Дорогая мамочка! Спасибо тебе за письмо и подарки. Письмо читала до трех ночи, очень рассмешила история с коброй: да и вообще я люблю такие поточные тексты, поток-потоп, где слышится твой голос, где видится повседневность поэта, – тот пришел, тот принес розы, тот ушел, все время кто-то должен прийти за Мистралью.
Интервью с тобой мне понравилось, по-моему, интересно людям будет читать о твоем детстве, о твоей жизни с поэтами – тут Фет, там Баратынский, и прочие: они видятся членами твоей семьи, такая вот компания, в хорошем, не фамильярном обхождении. ‹…› Вчера сделала себе разгрузочный день, работала часа четыре, а потом читала воспоминания Георгия Иванова. Один рассказ меня там потряс – «Фарфор», по-моему, из ‹…› Твой сон не в руку, так что не беспокойся. Я переживаю катаклизмы на тему твоего сна, но сюжет не тот.
Что до моей гениальности, то слухи о ней прошу считать преувеличенными. У гениальных всё связывается воедино, а у меня все трещит по швам. Но что-то мною движет, и, скорее, интерес, любопытство, желание узнать, научиться распознавать вещи и явления, это метонимические поиски, но, даже если они меня не приведут к конечному продукту – результату, они интересны сами по себе. ‹…›
Теперь про офис. Центр Визенталя в Лос-Анджелесе, где наш проект. Год ничего не двигалось с места (не было денег), не было на месте рабби Купера, директора, потом состоялась встреча с министром культуры Австрии, это политика, и он был очень взволнован историей Фридл, ее картинами, которые ему показали там в оригиналах. Рабби Купер снова проникся. Он велел послать мне 5000 дол[ларов] за прошлый год, пообещал затем платить 1000 дол[ларов] в месяц за предварительную работу над проектом, но денег пока нет (эти 5 тыс[яч] должны скоро прийти), ответ австрийцев про деньги тоже должен прийти в феврале, рабби Купер позвонил в наш центр в Израиле, велел местному начальнику дать мне комнату, телефон, и прочие мелочи, факсы-шмаксы, также возможность посылать срочно по спецпочте материалы в Лос-Анджелес, – вот и все. В офисе нельзя курить, что для меня отменяет всякую возможность там писать, но звонить оттуда я могу туда, где есть спецкоды, так что тебе я звоню контрабандой по нормальному международному телефону, а не через их код. Конечно, то, что Купер пошел на такой шаг, говорит о его намерениях продвигать проект, хотя, с другой стороны, эта услуга ему ничего не стоит. Местные будут платить за мои переговоры, у них на это смета. Вот когда у меня будет контракт, когда я начну писать книгу, тогда я скажу – да, все идет.
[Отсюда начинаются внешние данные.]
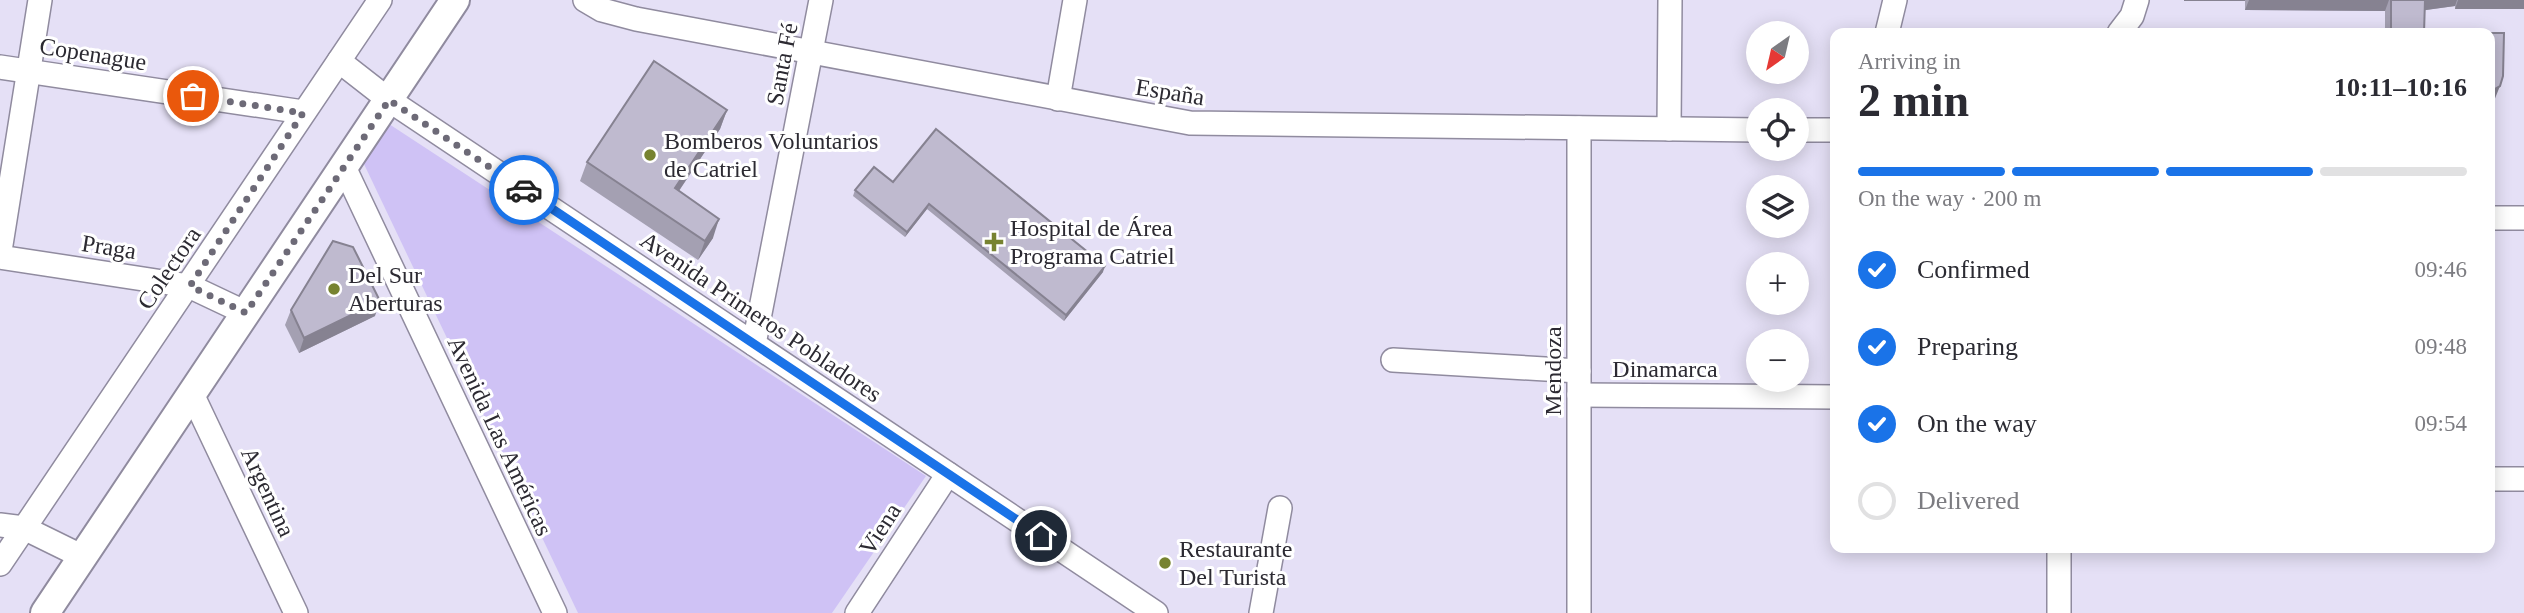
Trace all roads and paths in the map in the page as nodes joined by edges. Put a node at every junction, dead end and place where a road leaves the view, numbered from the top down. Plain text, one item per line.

‹…› Что касается папы, то я ему снова помогаю материально, дядины деньги уже кончились. Стараюсь ему звонить раз в неделю, мне его очень жаль, что тебя вовсе ни к чему не обязывает.
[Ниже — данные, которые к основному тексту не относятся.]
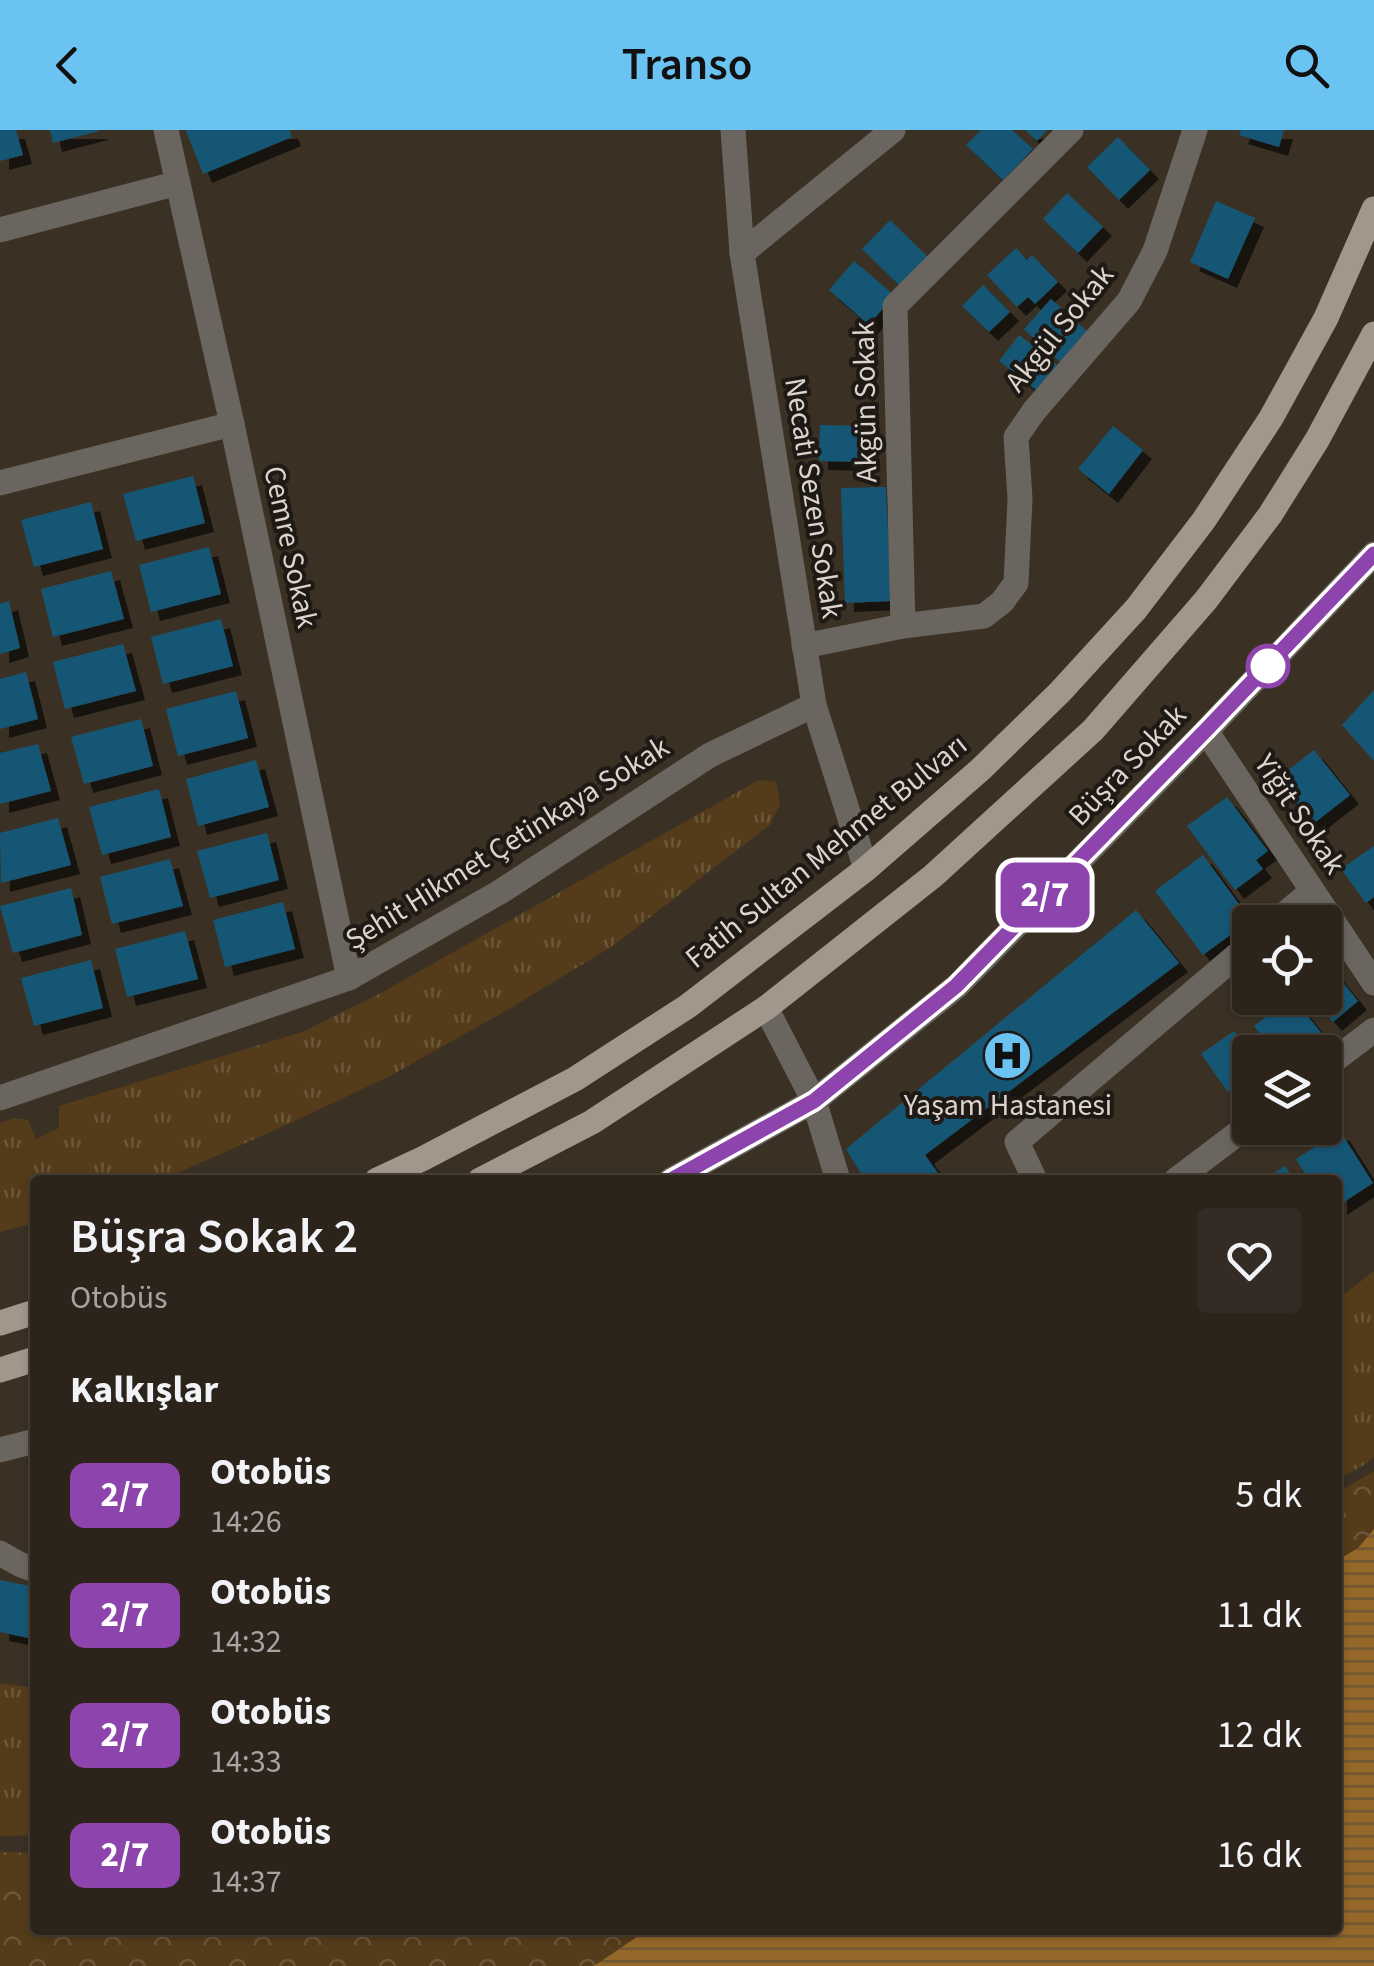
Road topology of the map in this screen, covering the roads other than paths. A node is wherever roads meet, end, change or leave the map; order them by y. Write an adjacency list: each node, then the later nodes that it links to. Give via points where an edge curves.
1 (166, 130): 6 (street, Cemre Sokak)
2 (734, 130): 9 (street, Necati Sezen Sokak)
3 (893, 130): 9 (street)
4 (1072, 130): 14 (street, Akgün Sokak, via 896,306)
5 (1196, 130): 14 (street, Akgül Sokak, via 1154,251 1129,300 1016,436 1016,583 984,616)
6 (178, 182): 8 (street); 11 (street, Cemre Sokak)
7 (1374, 209): 18 (main road, Fatih Sultan Mehmet Bulvarı, via 1326,318 1271,418 1136,609 1060,692)
8 (0, 230)
9 (742, 252): 15 (street, Necati Sezen Sokak)
10 (1374, 334): 24 (main road, via 1270,515 1154,663 1092,730 934,876)
11 (232, 424): 12 (street); 22 (street, Cemre Sokak)
12 (0, 483)
13 (1374, 554): 17 (street, Büşra Sokak)
14 (903, 626): 15 (street, Akgül Sokak)
15 (804, 646): 16 (street, Necati Sezen Sokak)
16 (814, 704): 18 (street, Necati Sezen Sokak); 22 (street, Şehit Hikmet Çetinkaya Sokak, via 710,755 500,892)
17 (1206, 730): 19 (street, Yiğit Sokak); 28 (street, Büşra Sokak, via 956,986)
18 (866, 869): 30 (main road, Fatih Sultan Mehmet Bulvarı, via 688,1006 591,1068)
19 (1312, 891): 20 (street); 23 (street, Yiğit Sokak)
20 (1295, 905)
21 (1232, 959): 34 (street, via 1017,1142)
22 (349, 978): 27 (street, Şehit Hikmet Çetinkaya Sokak)
23 (1374, 983)
24 (766, 1008): 28 (street); 31 (main road, via 592,1122)
25 (1374, 1030): 26 (street)
26 (1342, 1054)
27 (0, 1098)
28 (814, 1101): 32 (street, Büşra Sokak); 33 (street)
29 (1232, 1138): 35 (street)
30 (388, 1175)
31 (490, 1175)
32 (680, 1175)
33 (836, 1175)
34 (1033, 1175)
35 (1183, 1175)
36 (30, 1314): 37 (main road)
37 (0, 1323)
38 (30, 1361): 39 (main road)
39 (0, 1370)
40 (30, 1442): 41 (street)
41 (0, 1450)
42 (0, 1553): 43 (street)
43 (30, 1568)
Ты переутомилась от переводов. Когда я сдала эту статью, то думала, вот мне подарок – неделя – и тогда написала рассказы, и как-то отошла. У тебя просто ступор после напряженной работы. Мамуль, я тебе желаю в этом году стихов, радостей всяких, чтобы Семен Израилевич был здоров и счастлив. Надеюсь скоро вас увидеть. ‹…›
224. Е. Макарова – И. Лиснянской
Мамик! Прочти, скажи свое мнение[386]
. Мне было очень интересно и, сказала бы, тяжело местами (не из-за почерка) читать – я старалась выбирать разнообразные тексты, очень личных или про кого-то из живущих (писательская среда) не стала брать, тем более что мнение о разных людях, иногда тебе очень преданных, у тебя меняется.Я прочла внимательно все-все-все, что у меня дома. Мне еще раз очень понравились твои стихи, мне показалось интересным дать их в контексте и твоего состояния и твоего разбора, иногда. Надеюсь, читателю это будет так же интересно, как мне. Я, естественно, убрала все, что касается твоего любовного, внимательного, преданного чтения моего романа, твоих оценок моих произведений (оставила только оценки писем кое-где, так как это в жанре), – ведь это – о тебе, а не обо мне. Не вставила рассуждения твои о моей «подвижнической» работе – по тем же соображениям. Их, правда, очень-очень много оказалось. И это меня в те времена очень поддерживало.
Сейчас я не вижу ни смысла в своей «подвижнической» деятельности, ни в потребности поддержки с чьей-либо стороны. Думаю, я нуждаюсь только в одном – в одиночестве. Это не поза «рассудка», который «изнемогает», это поиски пути. Я заблудилась не в небе, а между землей и небом, при том, что не птица. Правда, летаю на самолете, где и впрямь чувствую себя свободной.